If you are on a final for attendance issues then I would make every effort to be there. Call out if you really have to but, prepared to possibly loose your job over it. Not trying to mean just stating facts. In the case of a blizzard maybe store won’t even open.


----------



## Xanatos (Mar 14, 2021)

If they almost fire you for something and then you do it again, be prepared to get fired. It’s not a guarantee, but it seems likely.


----------



## LAS14 (Mar 14, 2021)

I'm so sorry you're in this situation. Im sure if you speak to hr and let them know that the roads are blocked or going to be blocked due to the extreme weather they will understand.

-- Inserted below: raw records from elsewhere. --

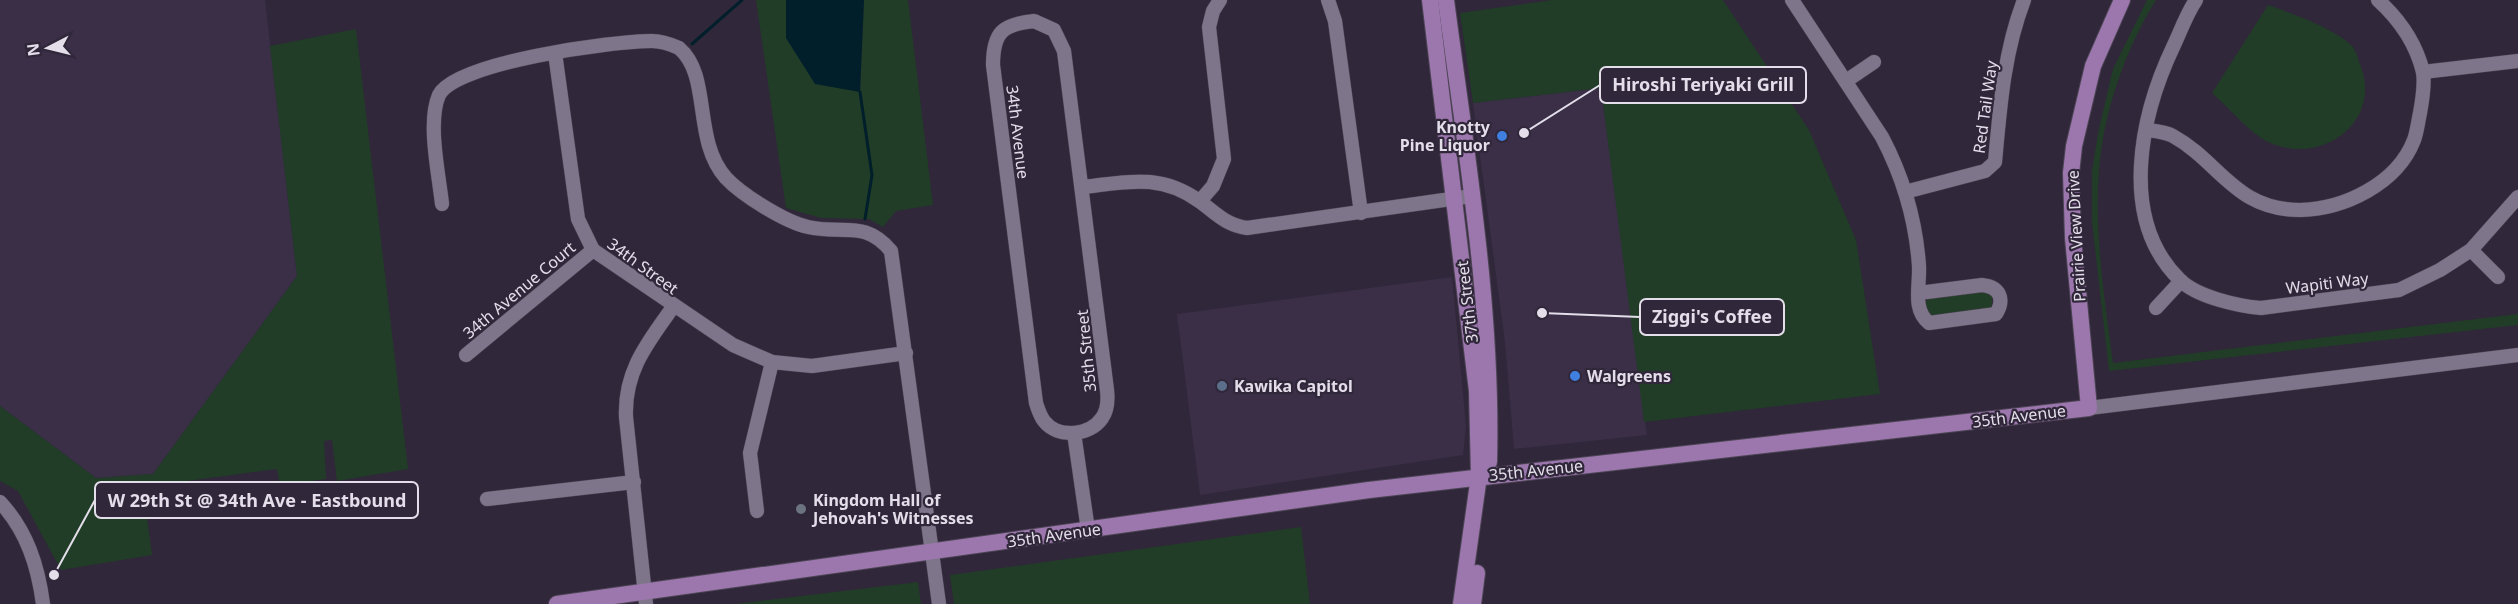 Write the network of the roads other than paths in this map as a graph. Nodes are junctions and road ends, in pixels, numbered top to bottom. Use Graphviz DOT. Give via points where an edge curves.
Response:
graph roads {
  1 [pos="1220,0"];
  2 [pos="1328,0"];
  3 [pos="1430,0"];
  4 [pos="1446,0"];
  5 [pos="1792,0"];
  6 [pos="2024,0"];
  7 [pos="2122,0"];
  8 [pos="2196,0"];
  9 [pos="2378,0"];
  10 [pos="555,53"];
  11 [pos="2518,61"];
  12 [pos="1874,62"];
  13 [pos="2422,72"];
  14 [pos="1846,81"];
  15 [pos="2147,130"];
  16 [pos="1083,187"];
  17 [pos="1905,192"];
  18 [pos="1463,197"];
  19 [pos="2518,197"];
  20 [pos="1200,201"];
  21 [pos="442,204"];
  22 [pos="1361,213"];
  23 [pos="593,250"];
  24 [pos="2471,250"];
  25 [pos="2498,277"];
  26 [pos="2181,281"];
  27 [pos="1919,293"];
  28 [pos="673,307"];
  29 [pos="2156,308"];
  30 [pos="906,353"];
  31 [pos="2518,355"];
  32 [pos="466,356"];
  33 [pos="772,362"];
  34 [pos="2089,408"];
  35 [pos="1074,433"];
  36 [pos="1484,475"];
  37 [pos="634,482"];
  38 [pos="487,500"];
  39 [pos="0,502"];
  40 [pos="757,511"];
  41 [pos="1088,530"];
  42 [pos="932,552"];
  43 [pos="646,598"];
  44 [pos="43,604"];
  45 [pos="557,604"];
  46 [pos="939,604"];
  47 [pos="1461,604"];
  48 [pos="1473,604"];
  1 -- 20 [label="street" via="1209,27 1224,159 1213,186"];
  2 -- 22 [label="street" via="1335,21"];
  3 -- 18 [label="main road, 37th Street"];
  4 -- 18 [label="main road, 37th Street"];
  5 -- 14 [label="street"];
  6 -- 17 [label="street, Red Tail Way" via="2013,27 1995,162 1985,171"];
  7 -- 34 [label="main road, Prairie View Drive" via="2093,66 2071,173"];
  8 -- 15 [label="street" via="2159,76"];
  9 -- 13 [label="street" via="2400,20"];
  10 -- 21 [label="street" via="471,74 446,86 433,117"];
  10 -- 23 [label="street, 34th Street" via="578,219"];
  10 -- 30 [label="street" via="653,41 679,48 696,73 704,133 719,169 728,180 787,220 807,227 872,233 891,251"];
  11 -- 13 [label="street"];
  12 -- 14 [label="street"];
  13 -- 15 [label="street" via="2414,140 2395,169 2369,190 2335,206 2298,210 2262,203 2234,189 2172,134"];
  14 -- 17 [label="street" via="1882,137"];
  15 -- 26 [label="street" via="2141,194 2149,229 2161,255"];
  16 -- 20 [label="street" via="1147,180 1168,185"];
  16 -- 35 [label="street, 35th Street" via="1107,408 1099,422"];
  16 -- 35 [label="street, 34th Avenue" via="1059,38 1042,23 1010,24 996,39 993,65 1030,370 1036,403 1045,422 1060,432"];
  17 -- 27 [label="street" via="1919,266"];
  18 -- 22 [label="street"];
  18 -- 36 [label="main road, 37th Street" via="1491,388"];
  19 -- 24 [label="street, Wapiti Way"];
  20 -- 22 [label="street" via="1218,217 1243,227"];
  23 -- 28 [label="street, 34th Street"];
  23 -- 32 [label="street, 34th Avenue Court"];
  24 -- 25 [label="street"];
  24 -- 26 [label="street, Wapiti Way" via="2399,290 2261,308 2215,298"];
  26 -- 29 [label="street"];
  27 -- 27 [label="street" via="1918,310 1929,323 1983,318 1996,314 2001,305 2000,293 1993,286"];
  28 -- 33 [label="street" via="732,345"];
  28 -- 37 [label="street, 34th Street" via="637,358 627,385 626,417"];
  30 -- 33 [label="street" via="812,366"];
  30 -- 42 [label="street"];
  31 -- 34 [label="street, 35th Avenue"];
  33 -- 40 [label="street" via="750,453"];
  34 -- 36 [label="main road, 35th Avenue"];
  35 -- 41 [label="street"];
  36 -- 41 [label="main road, 35th Avenue"];
  36 -- 47 [label="main road, 37th Street"];
  36 -- 48 [label="main road, 37th Street"];
  37 -- 38 [label="street"];
  37 -- 43 [label="street, 34th Street"];
  39 -- 44 [label="street" via="18,525 33,556"];
  41 -- 42 [label="main road, 35th Avenue"];
  42 -- 43 [label="main road, 35th Avenue"];
  42 -- 46 [label="street"];
  43 -- 45 [label="main road, 35th Avenue"];
} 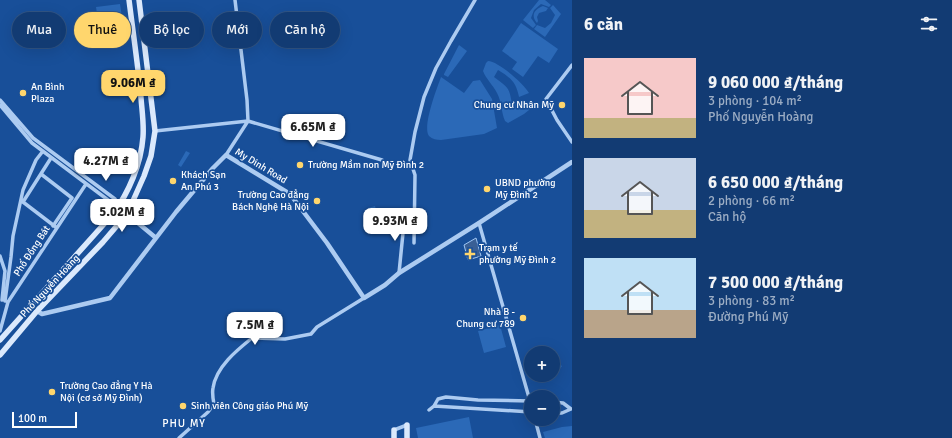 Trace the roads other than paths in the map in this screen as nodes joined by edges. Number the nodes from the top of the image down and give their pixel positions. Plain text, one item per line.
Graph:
1 (129, 0) edge
2 (138, 0) edge
3 (235, 0) edge
4 (476, 0) edge
5 (572, 65) edge
6 (0, 100) edge
7 (0, 105) edge
8 (248, 121) junction
9 (155, 131) junction
10 (572, 142) edge
11 (42, 151) junction
12 (226, 155) junction
13 (51, 158) junction
14 (382, 160) dead end
15 (572, 162) edge
16 (41, 174) junction
17 (86, 184) junction
18 (119, 207) junction
19 (126, 213) junction
20 (479, 223) junction
21 (414, 225) junction
22 (55, 227) junction
23 (156, 238) junction
24 (414, 243) dead end
25 (0, 256) edge
26 (399, 273) junction
27 (364, 298) junction
28 (37, 312) junction
29 (0, 331) edge
30 (0, 340) edge
31 (0, 355) edge
32 (527, 390) edge
33 (524, 401) edge
34 (560, 403) edge
35 (434, 406) junction
36 (571, 409) edge
37 (429, 410) dead end
38 (524, 412) edge
39 (560, 413) edge
40 (408, 425) joint
41 (537, 426) edge
42 (394, 430) joint
43 (179, 438) edge
44 (394, 438) edge
45 (407, 438) edge
46 (540, 438) edge

1 - 18 main road, Phố Nguyễn Hoàng
2 - 9 main road, Phố Nguyễn Hoàng
3 - 8 street
4 - 21 street
5 - 10 street
6 - 18 street
7 - 11 street
8 - 9 street
8 - 12 street
8 - 14 street
9 - 19 main road, Phố Nguyễn Hoàng
11 - 13 street
11 - 25 street
12 - 23 street, My Dinh Road
12 - 27 street, My Dinh Road
13 - 16 street
13 - 17 street
15 - 20 street
16 - 22 street
16 - 22 street
17 - 18 street
17 - 22 street, Phố Đồng Bát
18 - 19 street
18 - 30 main road, Phố Nguyễn Hoàng
19 - 23 street
19 - 28 main road, Phố Nguyễn Hoàng
20 - 26 street
20 - 32 street
21 - 24 street
21 - 26 street
22 - 29 street, Phố Đồng Bát
23 - 28 street, My Dinh Road
26 - 27 street
27 - 43 street
28 - 31 main road, Phố Nguyễn Hoàng
33 - 35 street
34 - 36 street
35 - 37 street
35 - 38 street
36 - 39 street
40 - 42 street
40 - 45 main road
41 - 46 street
42 - 44 main road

My advice, call hr and explain your situation.


----------



## Ashfromoldsite (Mar 14, 2021)

It depends on if your final warning is for attendance Or something else.


----------



## jackandcat (Mar 16, 2021)

If you were to get fired for "refusing" to come in during an abnormally extreme blizzard situation (like what happened the past few days in parts of Wyoming and Colorado), you might have grounds for challenging them if you pursue an unemployment claim. Just keep a few screen prints of three or four local news stories about extremely inclement weather on the days you can't come in. Obviously, if you can safely make it in to work that is a preferable situation.


----------



## Fix It (Mar 25, 2021)

Stop calling out?


----------